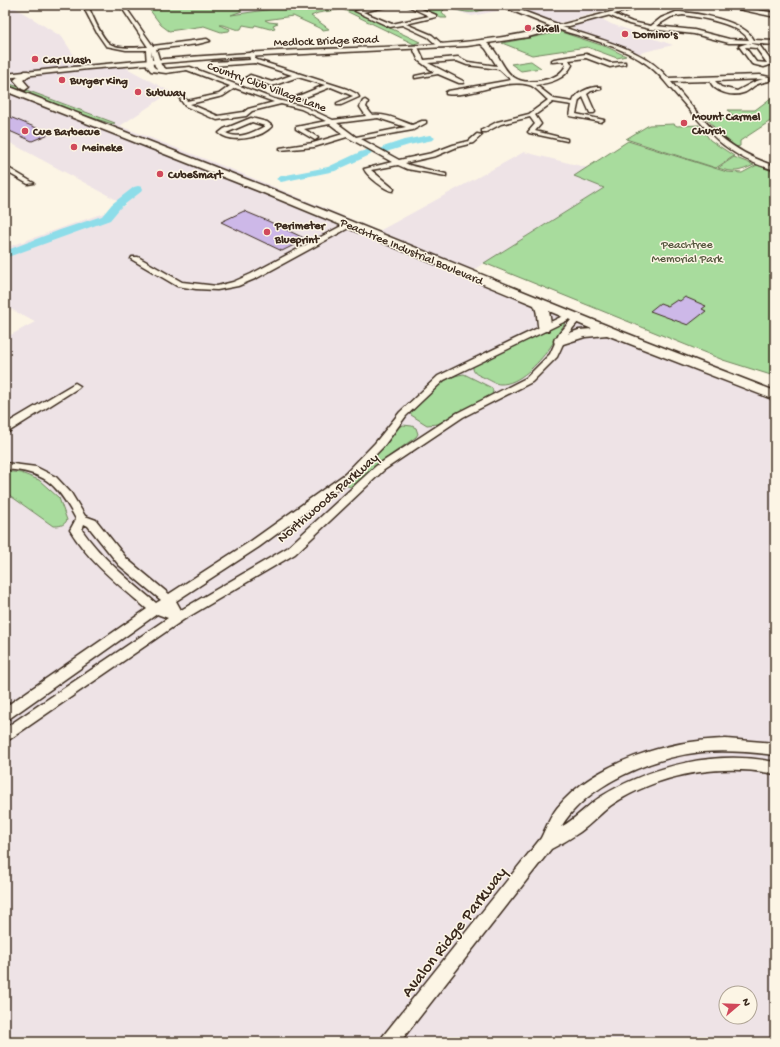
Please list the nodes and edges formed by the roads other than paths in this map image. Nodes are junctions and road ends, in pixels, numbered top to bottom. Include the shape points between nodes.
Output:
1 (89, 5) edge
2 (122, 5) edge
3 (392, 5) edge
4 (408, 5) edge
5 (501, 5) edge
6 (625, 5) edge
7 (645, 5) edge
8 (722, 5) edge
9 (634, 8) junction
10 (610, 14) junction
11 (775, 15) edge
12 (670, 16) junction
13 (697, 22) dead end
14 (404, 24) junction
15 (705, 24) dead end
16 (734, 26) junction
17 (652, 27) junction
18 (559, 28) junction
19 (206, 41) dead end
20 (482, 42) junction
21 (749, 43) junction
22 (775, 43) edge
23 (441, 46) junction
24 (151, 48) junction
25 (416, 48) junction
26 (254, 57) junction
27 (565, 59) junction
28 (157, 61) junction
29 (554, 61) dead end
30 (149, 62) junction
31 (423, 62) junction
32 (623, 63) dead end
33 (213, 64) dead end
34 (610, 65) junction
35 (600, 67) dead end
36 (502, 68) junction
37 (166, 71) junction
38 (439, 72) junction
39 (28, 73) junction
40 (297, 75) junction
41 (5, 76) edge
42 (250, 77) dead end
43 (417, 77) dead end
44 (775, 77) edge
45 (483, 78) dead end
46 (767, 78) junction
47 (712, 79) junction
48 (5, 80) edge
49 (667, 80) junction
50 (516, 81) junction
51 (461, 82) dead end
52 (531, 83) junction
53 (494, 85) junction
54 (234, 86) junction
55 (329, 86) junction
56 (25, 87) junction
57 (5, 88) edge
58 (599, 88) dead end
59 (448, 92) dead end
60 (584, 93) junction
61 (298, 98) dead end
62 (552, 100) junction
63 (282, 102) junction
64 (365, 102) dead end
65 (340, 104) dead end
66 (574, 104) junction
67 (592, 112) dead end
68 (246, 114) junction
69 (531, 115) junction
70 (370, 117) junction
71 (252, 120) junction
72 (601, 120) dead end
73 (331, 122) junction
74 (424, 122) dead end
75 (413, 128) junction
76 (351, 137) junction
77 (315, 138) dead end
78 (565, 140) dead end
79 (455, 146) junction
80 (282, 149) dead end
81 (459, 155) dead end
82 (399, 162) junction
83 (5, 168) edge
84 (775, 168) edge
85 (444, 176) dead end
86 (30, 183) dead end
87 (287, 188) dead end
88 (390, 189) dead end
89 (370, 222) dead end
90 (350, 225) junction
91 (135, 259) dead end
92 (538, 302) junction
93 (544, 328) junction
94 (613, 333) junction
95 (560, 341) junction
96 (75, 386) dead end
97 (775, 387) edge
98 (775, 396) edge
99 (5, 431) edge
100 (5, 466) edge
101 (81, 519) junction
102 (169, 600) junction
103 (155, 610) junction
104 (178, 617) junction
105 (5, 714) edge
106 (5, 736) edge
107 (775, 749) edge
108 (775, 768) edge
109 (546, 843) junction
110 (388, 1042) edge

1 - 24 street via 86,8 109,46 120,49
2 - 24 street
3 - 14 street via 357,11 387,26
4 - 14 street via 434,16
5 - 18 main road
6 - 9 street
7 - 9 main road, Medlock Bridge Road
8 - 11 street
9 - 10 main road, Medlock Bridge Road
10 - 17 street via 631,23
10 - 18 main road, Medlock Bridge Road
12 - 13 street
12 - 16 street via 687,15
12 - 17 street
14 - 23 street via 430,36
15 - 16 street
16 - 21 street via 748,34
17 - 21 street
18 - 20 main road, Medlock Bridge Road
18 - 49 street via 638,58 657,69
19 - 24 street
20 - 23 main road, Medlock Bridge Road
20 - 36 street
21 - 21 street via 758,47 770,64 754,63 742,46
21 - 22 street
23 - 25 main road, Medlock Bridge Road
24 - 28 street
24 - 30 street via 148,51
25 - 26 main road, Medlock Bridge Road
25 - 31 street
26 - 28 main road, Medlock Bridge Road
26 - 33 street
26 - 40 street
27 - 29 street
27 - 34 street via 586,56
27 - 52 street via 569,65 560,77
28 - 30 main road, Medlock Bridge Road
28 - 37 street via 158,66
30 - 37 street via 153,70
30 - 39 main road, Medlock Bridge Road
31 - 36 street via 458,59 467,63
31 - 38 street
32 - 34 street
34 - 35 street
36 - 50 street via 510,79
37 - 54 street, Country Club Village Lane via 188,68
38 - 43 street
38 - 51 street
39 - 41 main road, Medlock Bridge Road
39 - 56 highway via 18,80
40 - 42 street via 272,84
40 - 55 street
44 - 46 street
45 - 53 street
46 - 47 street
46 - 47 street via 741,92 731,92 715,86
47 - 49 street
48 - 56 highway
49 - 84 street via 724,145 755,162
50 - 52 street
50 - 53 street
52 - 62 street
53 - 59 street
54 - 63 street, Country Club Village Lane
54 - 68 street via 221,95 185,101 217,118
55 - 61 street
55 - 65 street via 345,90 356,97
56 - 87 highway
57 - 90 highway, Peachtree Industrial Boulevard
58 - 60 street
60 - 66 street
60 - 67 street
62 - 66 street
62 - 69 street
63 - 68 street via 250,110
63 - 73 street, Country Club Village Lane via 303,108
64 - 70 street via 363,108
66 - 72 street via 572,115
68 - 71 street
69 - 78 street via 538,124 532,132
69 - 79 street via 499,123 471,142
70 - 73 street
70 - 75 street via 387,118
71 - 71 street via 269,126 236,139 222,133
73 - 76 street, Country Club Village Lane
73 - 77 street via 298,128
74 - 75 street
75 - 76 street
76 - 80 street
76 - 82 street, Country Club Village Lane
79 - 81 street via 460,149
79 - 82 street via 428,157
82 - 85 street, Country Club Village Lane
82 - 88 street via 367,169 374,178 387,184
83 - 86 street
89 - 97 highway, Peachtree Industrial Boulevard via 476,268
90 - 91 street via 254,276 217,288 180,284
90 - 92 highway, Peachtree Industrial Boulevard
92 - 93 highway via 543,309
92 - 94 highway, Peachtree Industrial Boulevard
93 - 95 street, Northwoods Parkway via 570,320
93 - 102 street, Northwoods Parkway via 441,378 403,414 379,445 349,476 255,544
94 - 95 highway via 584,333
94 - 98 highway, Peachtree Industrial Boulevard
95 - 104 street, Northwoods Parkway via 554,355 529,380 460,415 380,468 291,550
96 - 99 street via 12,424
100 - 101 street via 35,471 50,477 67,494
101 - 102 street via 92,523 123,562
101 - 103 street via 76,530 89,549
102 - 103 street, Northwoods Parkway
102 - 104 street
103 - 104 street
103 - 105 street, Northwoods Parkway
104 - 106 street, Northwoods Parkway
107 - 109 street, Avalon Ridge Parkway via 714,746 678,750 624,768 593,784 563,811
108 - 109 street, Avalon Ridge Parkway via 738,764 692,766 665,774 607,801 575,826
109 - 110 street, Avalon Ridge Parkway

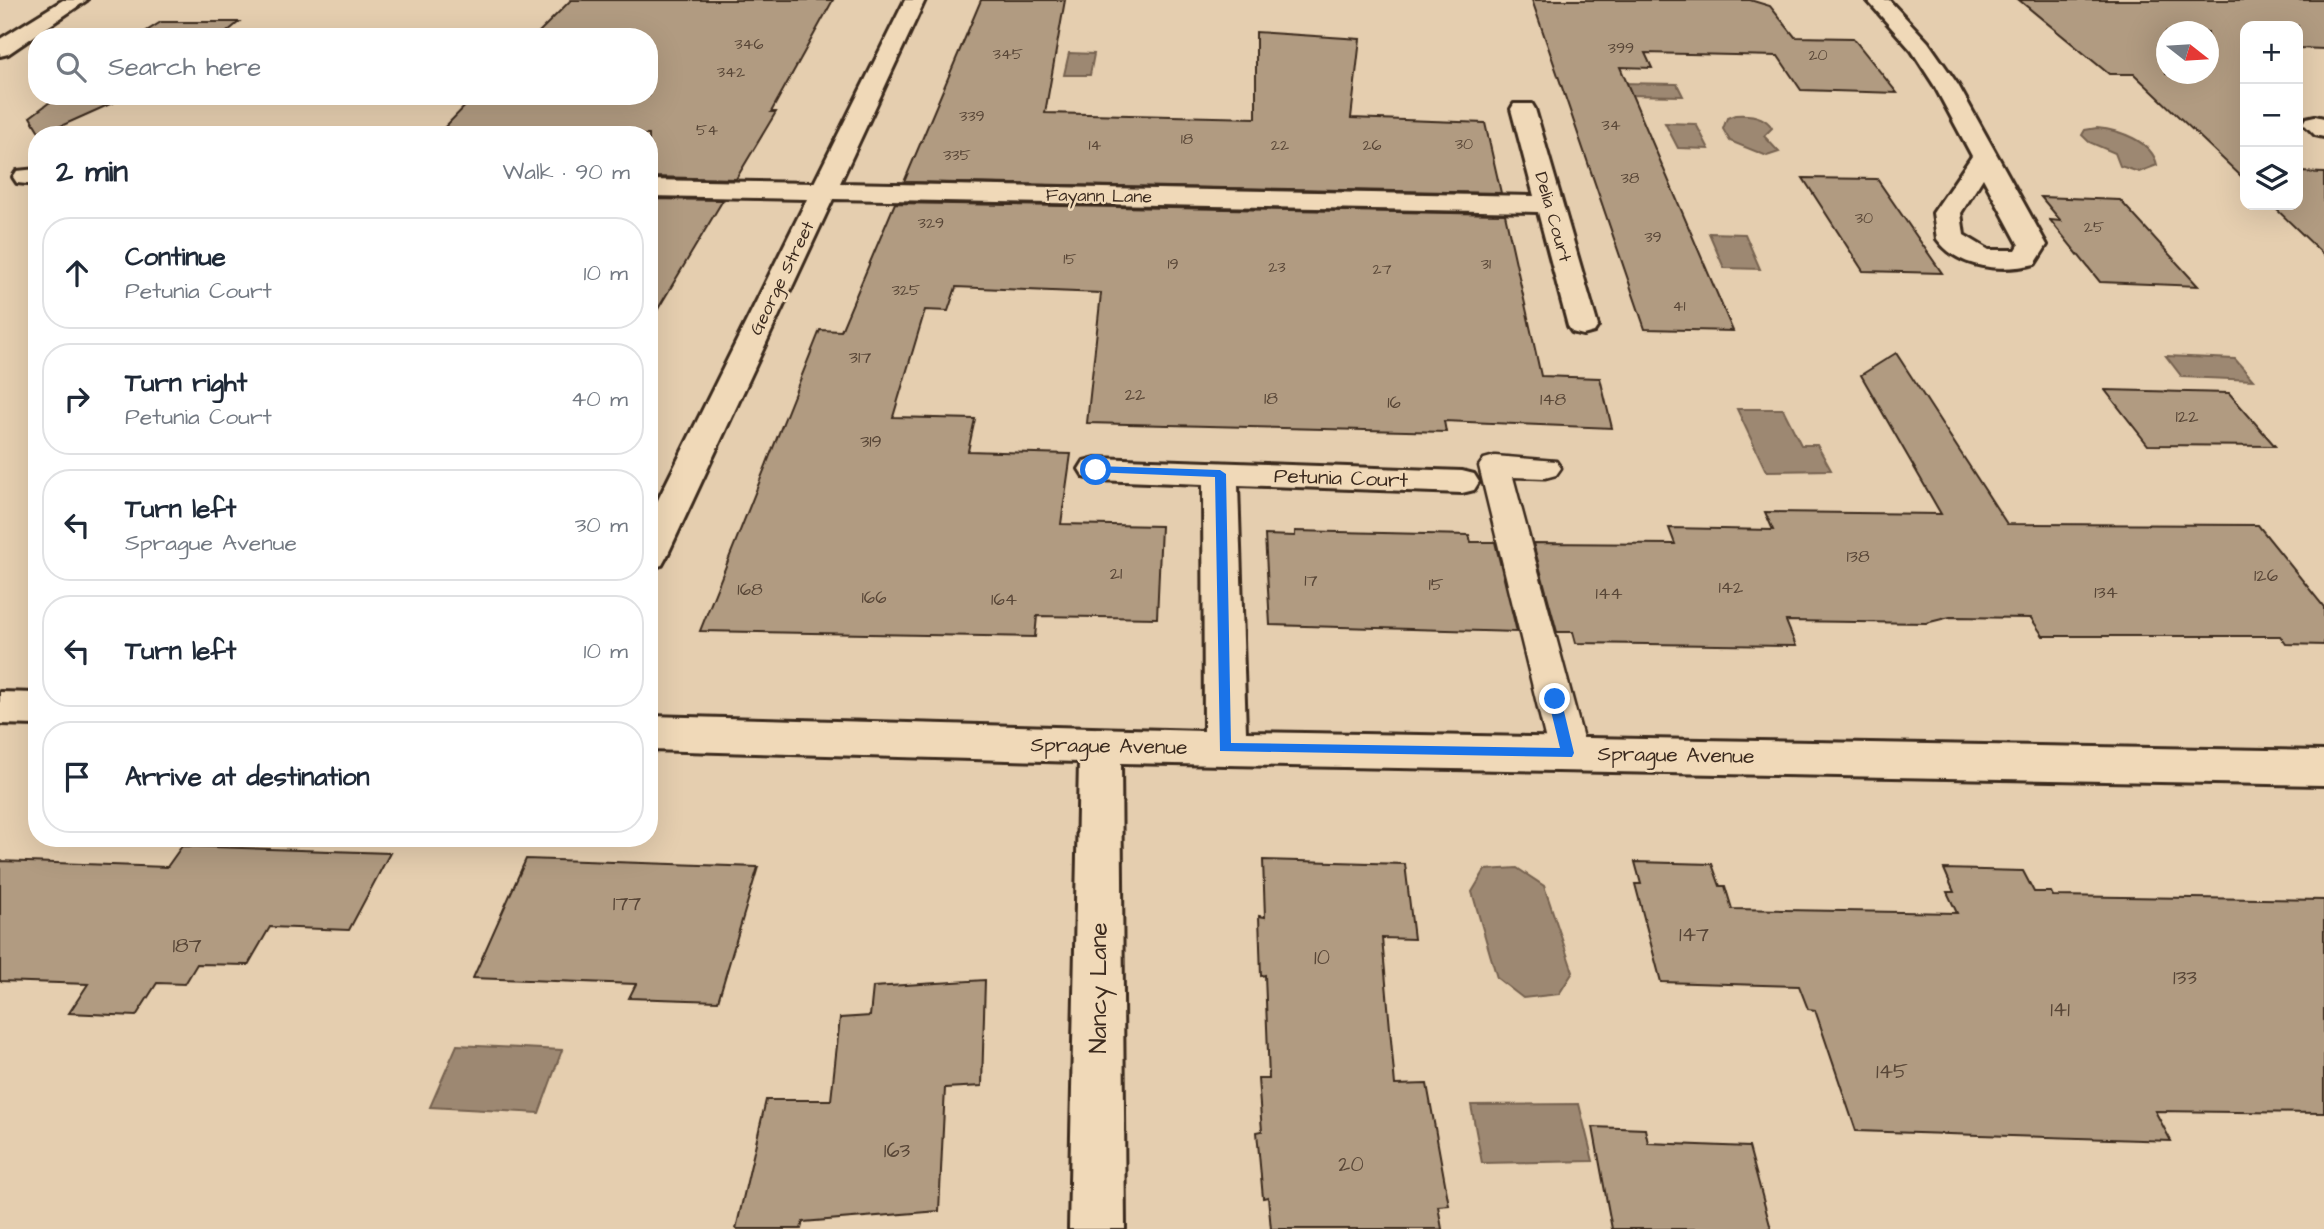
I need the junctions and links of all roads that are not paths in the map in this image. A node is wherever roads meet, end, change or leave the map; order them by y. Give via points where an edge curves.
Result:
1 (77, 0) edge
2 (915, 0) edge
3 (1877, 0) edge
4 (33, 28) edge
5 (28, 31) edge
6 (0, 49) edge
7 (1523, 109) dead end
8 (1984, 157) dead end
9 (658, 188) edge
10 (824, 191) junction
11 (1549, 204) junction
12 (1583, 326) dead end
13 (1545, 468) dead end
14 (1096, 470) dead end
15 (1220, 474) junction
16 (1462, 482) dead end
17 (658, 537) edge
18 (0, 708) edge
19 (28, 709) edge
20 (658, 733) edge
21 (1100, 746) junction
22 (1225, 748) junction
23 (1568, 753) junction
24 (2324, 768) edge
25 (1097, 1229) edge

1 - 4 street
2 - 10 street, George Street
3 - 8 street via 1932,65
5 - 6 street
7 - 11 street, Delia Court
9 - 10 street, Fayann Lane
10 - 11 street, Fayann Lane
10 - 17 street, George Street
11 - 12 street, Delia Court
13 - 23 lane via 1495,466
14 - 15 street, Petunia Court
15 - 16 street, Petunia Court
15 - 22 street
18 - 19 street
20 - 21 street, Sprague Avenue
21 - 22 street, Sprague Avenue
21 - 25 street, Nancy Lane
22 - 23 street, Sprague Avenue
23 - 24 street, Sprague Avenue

_WHAT YOU SHOULD DO_: Return all lines of the material above in which "Petunia" occurs.

_EXERCISE OUTPUT_:
14 - 15 street, Petunia Court
15 - 16 street, Petunia Court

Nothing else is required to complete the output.